Sono passato per l’infame della situazione, e fa male davanti alla propria gente”, diceva Fabio Quagliarella raccontando per la prima volta il dramma di stalking che aveva vissuto in un'intervista esclusiva a Giulio Golia, che potete vedere qui sopra. Quando a fine stagione 2010 Quagliarella, 36 anni di Castellammare di Stabia, viene ceduto dal suo amato Napoli alla Juventus in tanti gridano al tradimento. Ma la verità è un’altra, è sconvolgente. E Quagliarella ha deciso poi di raccontarla per la prima volta proprio a Le Iene.

L’incubo dell'attuale capitano della Sampdoria è durato quasi 10 anni, da quando ha iniziato a essere perseguitato da Raffaele Piccolo, un agente della polizia postale che Fabio aveva conosciuto per un problema di password con il suo pc. Raffaele sa farsi volere bene: gli risolve quel problema con il pc e a poco a poco i due diventano amici, tanto che Fabio gli apre addirittura le porte di casa sua. Un errore, perché poco tempo dopo alla casella postale del calciatore iniziano ad arrivare centinaia di lettere anonime con immagini di bambine nude e accuse durissime: “Sei un pedofilo, e anche invischiato con camorra, droga e calcio scommesse”. Le minacce di morte per Fabio arrivano anche al papà di Fabio: “Gli spariamo in testa” e “Adesso mettiamo una bomba nel suo palazzo”. Una volta lo stalker fa trovare sotto casa sua una bara con sopra la foto di Fabio: un incubo senza fine, mentre il poliziotto apparentemente cerca di difenderlo, dicendogli che se ne occuperà di persona.

Piccolo è abilissimo a fare la parte dell’amico preoccupato e allo stesso tempo cerca di seminare zizzania in casa, arrivando ad accusare un grandissimo amico di Fabio addirittura presso la direzione distrettuale antimafia di Castellammare di Stabia, facendolo passare per un affiliato dei clan camorristici. Quelle stesse lettere contenenti accuse infamanti verso Fabio venivano mandate anche alla sede del Napoli. Tanto che un giorno all’improvviso (alla vigilia di una partita del Napoli in Svezia) la società gli annuncia di averlo venduto alla Juventus.

Da quel giorno, e fino all’intervista con Le Iene, i suoi amatissimi tifosi napoletani lo avevano sempre bollato con il marchio dell’infame, che abbandona la squadra per le lusinghe della Vecchia Signora. “Mi immaginavo capitano del Napoli, se non ci fosse stata tutta questa vicenda sarei ancora lì a giocare. Quell’anno avevo fatto 11 goal, ma è come se ne avessi fatti 100 perché la gioia dei tifosi era enorme”, dice Fabio. Lui sarebbe rimasto per sempre nella sua terra, se n’è andato solo con la speranza che la verità sarebbe venuta a galla. “Come glielo racconti alla gente? Nessuno mi crederà mai”, si chiedeva.  
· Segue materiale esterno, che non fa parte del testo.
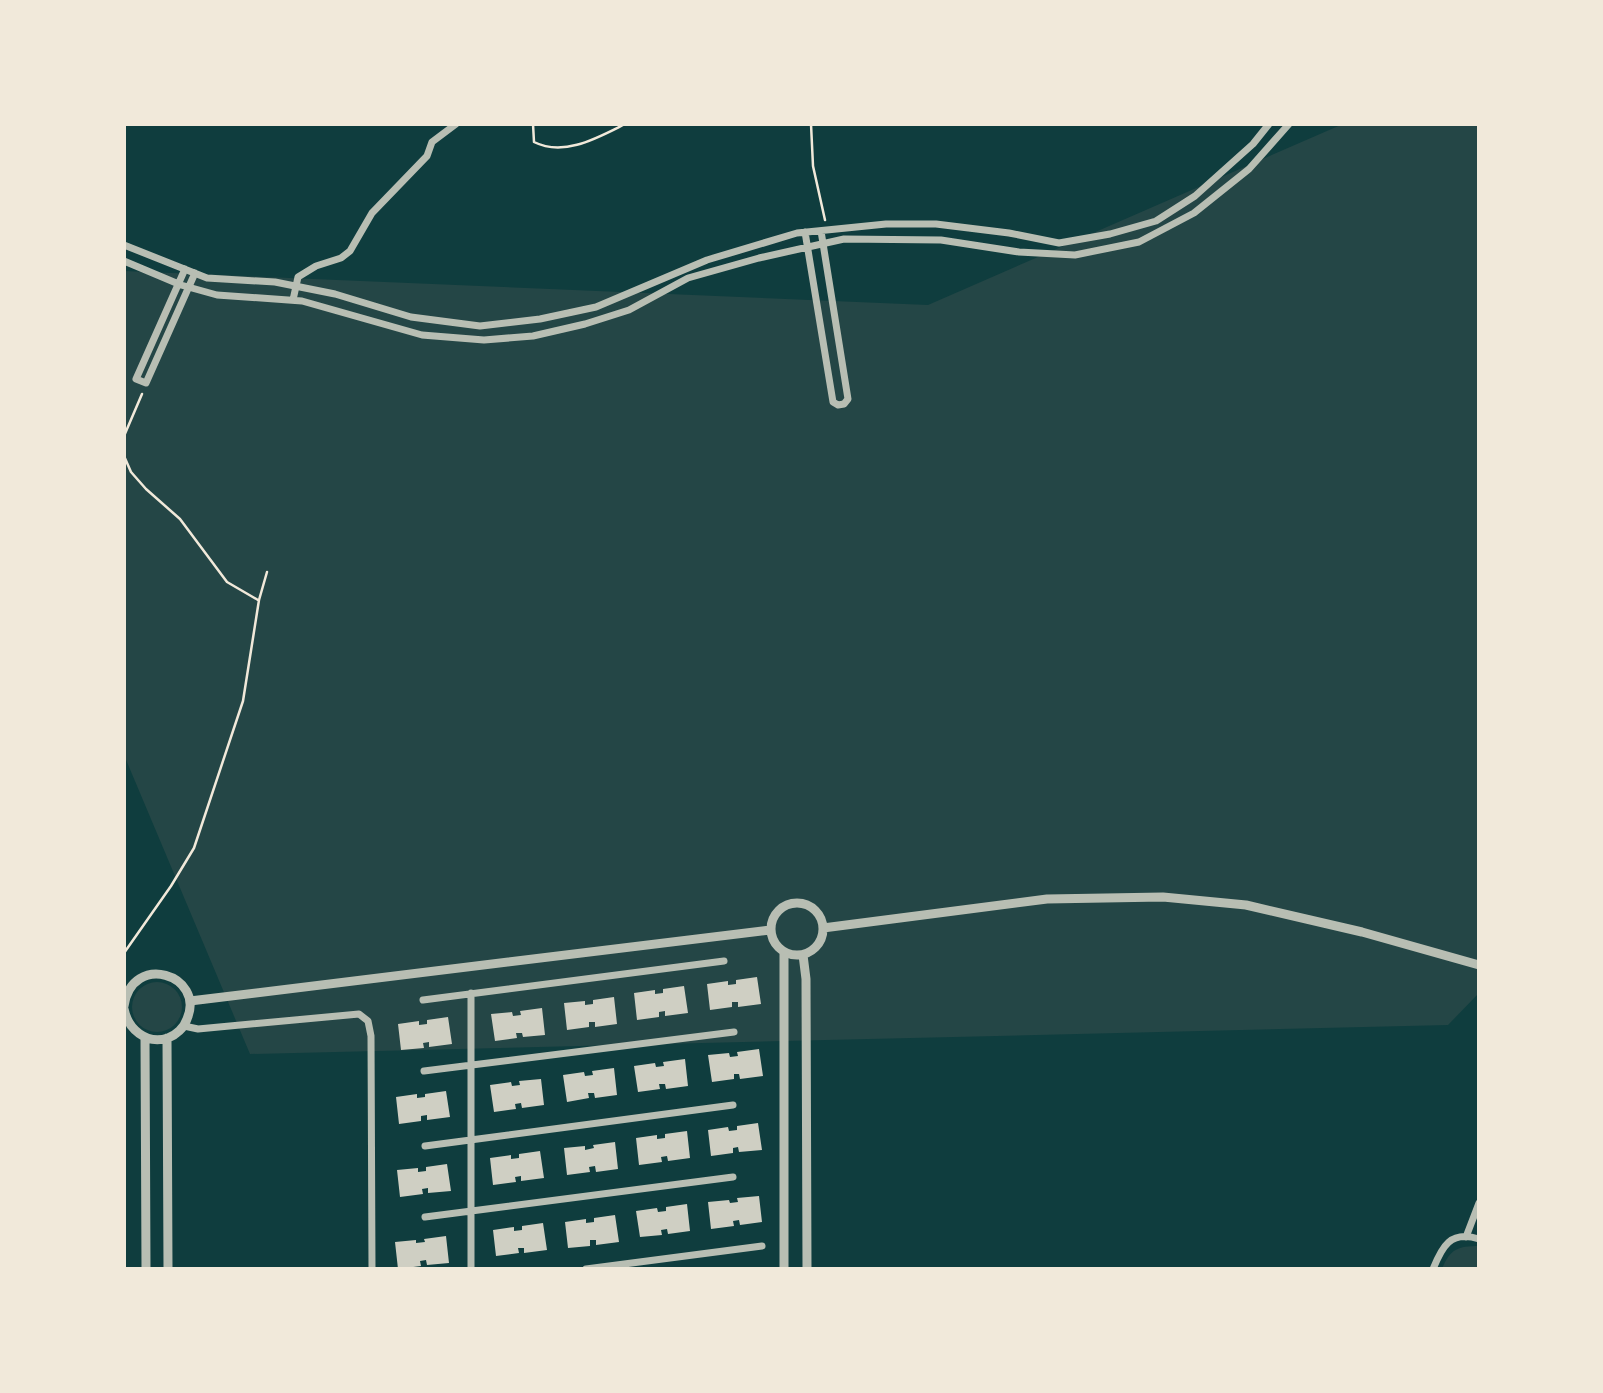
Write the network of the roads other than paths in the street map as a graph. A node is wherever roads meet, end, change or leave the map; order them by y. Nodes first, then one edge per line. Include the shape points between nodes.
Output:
1 (456, 124) edge
2 (1269, 124) edge
3 (1289, 124) edge
4 (824, 230) junction
5 (805, 232) junction
6 (823, 244) junction
7 (124, 245) edge
8 (808, 247) junction
9 (124, 261) edge
10 (185, 269) junction
11 (195, 273) junction
12 (178, 284) junction
13 (297, 286) junction
14 (189, 287) junction
15 (293, 300) junction
16 (823, 928) junction
17 (770, 930) junction
18 (784, 953) junction
19 (803, 955) junction
20 (724, 961) dead end
21 (1479, 964) edge
22 (471, 993) junction
23 (423, 999) dead end
24 (190, 1001) junction
25 (124, 1007) edge
26 (184, 1026) junction
27 (734, 1031) dead end
28 (145, 1037) junction
29 (167, 1038) junction
30 (471, 1065) junction
31 (424, 1071) dead end
32 (733, 1105) dead end
33 (471, 1139) junction
34 (425, 1146) dead end
35 (733, 1177) dead end
36 (1479, 1203) edge
37 (471, 1211) junction
38 (425, 1217) dead end
39 (1466, 1237) junction
40 (1479, 1239) edge
41 (762, 1246) dead end
42 (146, 1269) edge
43 (168, 1269) edge
44 (373, 1269) edge
45 (471, 1269) edge
46 (586, 1269) edge
47 (784, 1269) edge
48 (807, 1269) edge
49 (1433, 1269) edge

1 - 13 street via 432,142 427,156 372,213 350,251 298,276
2 - 4 street via 1195,196 1156,221 1110,233 1059,243 936,224
3 - 6 street via 1249,169 1194,213 1139,242 1075,255 941,240 844,239
4 - 5 street
4 - 6 street
5 - 8 street
5 - 13 street via 707,260 596,307 480,326 411,317
6 - 8 street
6 - 8 street via 848,399 844,404 833,402
7 - 10 street
8 - 15 street via 688,278 629,310 534,336 484,340 422,335
9 - 12 street
10 - 11 street
10 - 12 street
11 - 13 street
11 - 14 street
12 - 14 street
12 - 14 street via 136,379 146,383
13 - 15 street
14 - 15 street via 217,295
16 - 17 street via 816,911 800,903 782,907
16 - 19 street via 818,945
16 - 21 street via 1047,898 1163,897 1246,905
17 - 18 street
17 - 24 street
18 - 19 street
18 - 47 street
19 - 48 street
20 - 22 street
22 - 23 street
22 - 30 street
24 - 25 street via 179,982 159,974 138,979
24 - 26 street
25 - 28 street via 130,1026
26 - 29 street
26 - 44 street via 198,1029 359,1014 368,1021
27 - 30 street
28 - 29 street
28 - 42 street
29 - 43 street
30 - 31 street
30 - 33 street
32 - 33 street
33 - 34 street
33 - 37 street
35 - 37 street
36 - 39 street
37 - 38 street
37 - 45 street
39 - 40 street
39 - 49 street via 1443,1245
41 - 46 street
Poco dopo la sua cessione alla Juve, un giorno, il padre di Fabio inizia a sospettare proprio di quell’amico poliziotto, e quando si reca in Questura scopre che le centinaia di denunce che avevano fatto insieme a lui non erano mai state depositate. Poco tempo dopo l’uomo viene condannato per stalking a 4 anni e 8 mesi di carcere. Oggi è stato arrestato e l’incubo dopo 10 anni è davvero finito. Come Quagliarella, nel mirino dello stalker seriale sono finite anche altre vittime come imprenditori e professionisti.

Il 26 settembre la condanna per Piccolo è diventata definitiva. Nel frattempo Quagliarella si è preso qualche altra rivincita: l’anno scorso è stato capocannoniere delle serie A ed è tornato anche nel giro della Nazionale. Pensando sempre al suo Napoli e a cosa potrebbe essere stata la sua vita e la sua carriera senza questa allucinante persecuzione durata dieci anni.